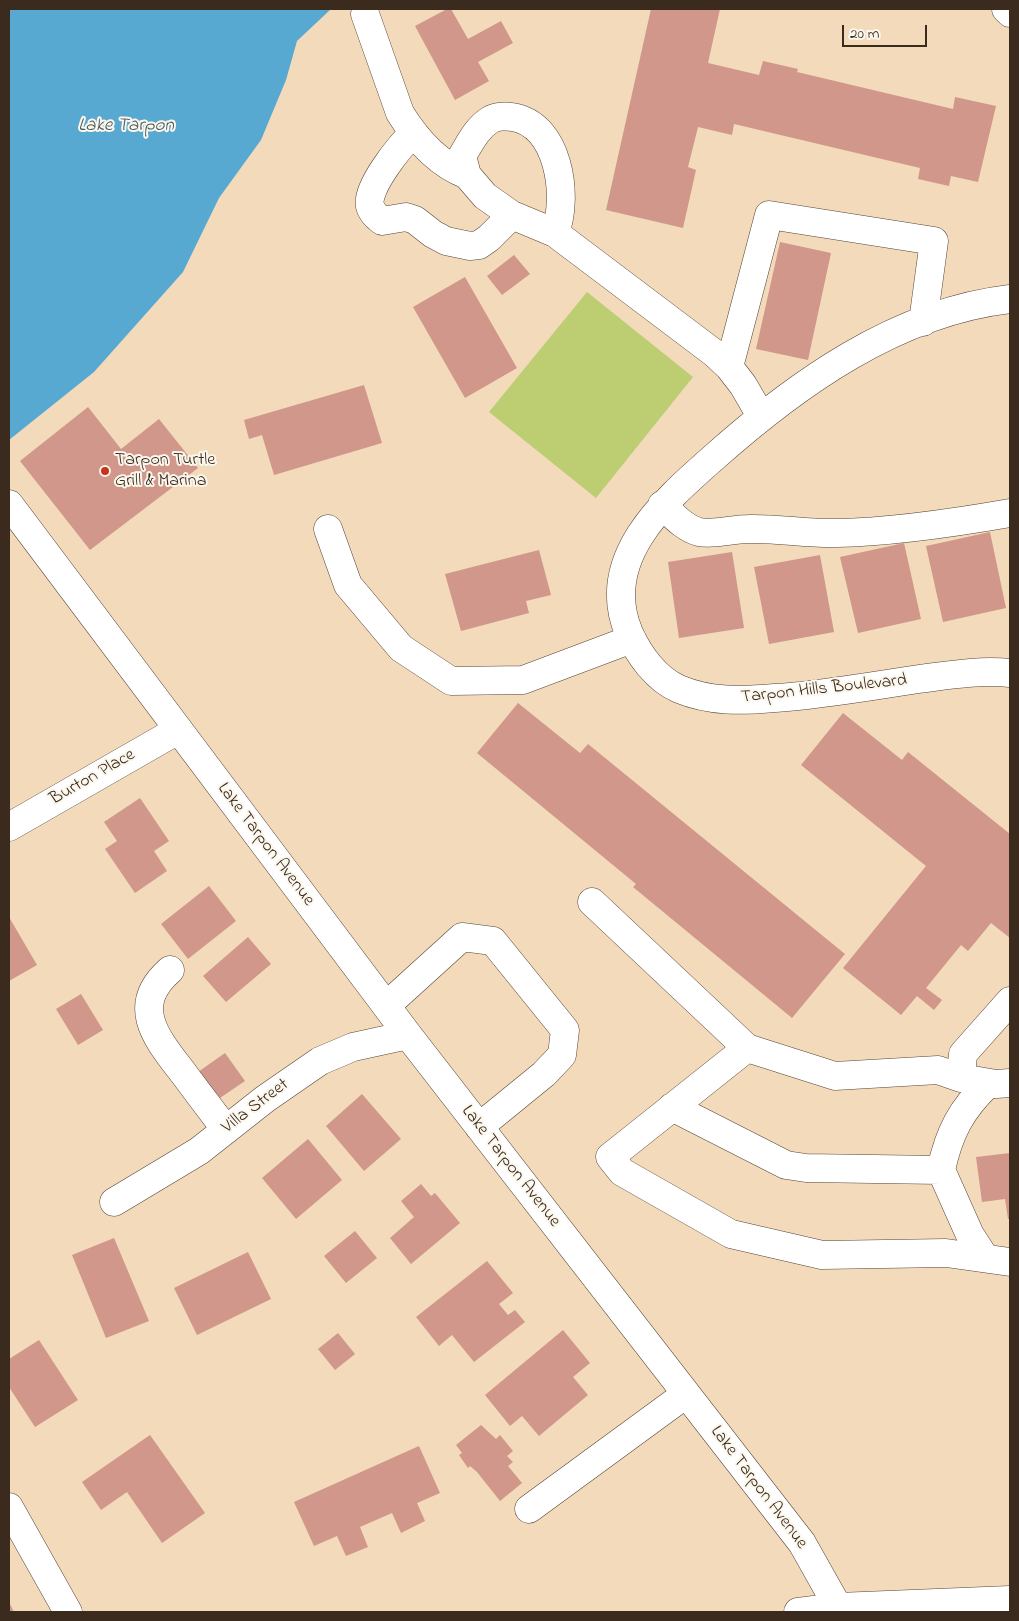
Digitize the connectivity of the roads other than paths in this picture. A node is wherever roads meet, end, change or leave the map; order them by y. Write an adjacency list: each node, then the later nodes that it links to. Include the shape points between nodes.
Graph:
1 (1006, 9): 2 (street)
2 (1010, 13)
3 (365, 14): 4 (street, via 400,113)
4 (414, 133): 5 (street, via 453,170); 6 (street, via 394,153 369,198 374,214 382,221 406,217 446,241 470,246 479,245 489,238)
5 (467, 175): 6 (street, via 485,196); 7 (street, via 462,156 474,135 491,119 506,116 522,118 538,128 557,160 560,196)
6 (512, 215): 7 (street)
7 (555, 233): 10 (street)
8 (1010, 299): 9 (street, Tarpon Hills Boulevard, via 966,307)
9 (922, 322): 10 (street, via 934,242 768,215); 11 (street, Tarpon Hills Boulevard, via 849,357)
10 (730, 367): 11 (street)
11 (761, 416): 13 (street, Tarpon Hills Boulevard)
12 (9, 504): 18 (street, Lake Tarpon Avenue)
13 (662, 505): 14 (street, via 688,527 710,533 748,528 813,533 858,532); 16 (street, Tarpon Hills Boulevard, via 637,539 625,564 620,602 622,618)
14 (1010, 514)
15 (328, 529): 16 (street, via 348,585 401,648 451,681 523,680)
16 (632, 639): 17 (street, Tarpon Hills Boulevard, via 650,668 677,688 716,700 793,696 971,672)
17 (1010, 674)
18 (178, 730): 19 (street, Burton Place); 23 (street, Lake Tarpon Avenue)
19 (9, 827)
20 (592, 902): 25 (street)
21 (170, 970): 30 (street, via 150,1000 152,1027)
22 (1010, 1001): 26 (street, via 963,1054)
23 (386, 1006): 24 (street, Lake Tarpon Avenue); 29 (street, via 462,937 493,941 566,1030 562,1055 544,1074)
24 (408, 1035): 29 (street, Lake Tarpon Avenue); 30 (street, Villa Street, via 353,1047 320,1061)
25 (747, 1048): 26 (street, via 835,1076 938,1070); 28 (street)
26 (961, 1078): 27 (street)
27 (999, 1083): 31 (street, via 976,1095 956,1122)
28 (672, 1107): 31 (street, via 786,1165); 33 (street, via 610,1157 622,1172 731,1234 822,1255 946,1253)
29 (479, 1127): 34 (street, Lake Tarpon Avenue)
30 (226, 1130): 32 (street, Villa Street, via 199,1151)
31 (941, 1170): 33 (street, via 960,1216)
32 (114, 1202)
33 (998, 1260)
34 (686, 1394): 36 (street); 38 (street, Lake Tarpon Avenue, via 802,1543)
35 (9, 1507): 39 (street)
36 (529, 1509)
37 (1010, 1600): 38 (street)
38 (838, 1607): 40 (street)
39 (68, 1612)
40 (798, 1612)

===============

= Work item =
Go through the data and show each line that holds "Boulevard".

= Completed exercise =
8 (1010, 299): 9 (street, Tarpon Hills Boulevard, via 966,307)
9 (922, 322): 10 (street, via 934,242 768,215); 11 (street, Tarpon Hills Boulevard, via 849,357)
11 (761, 416): 13 (street, Tarpon Hills Boulevard)
13 (662, 505): 14 (street, via 688,527 710,533 748,528 813,533 858,532); 16 (street, Tarpon Hills Boulevard, via 637,539 625,564 620,602 622,618)
16 (632, 639): 17 (street, Tarpon Hills Boulevard, via 650,668 677,688 716,700 793,696 971,672)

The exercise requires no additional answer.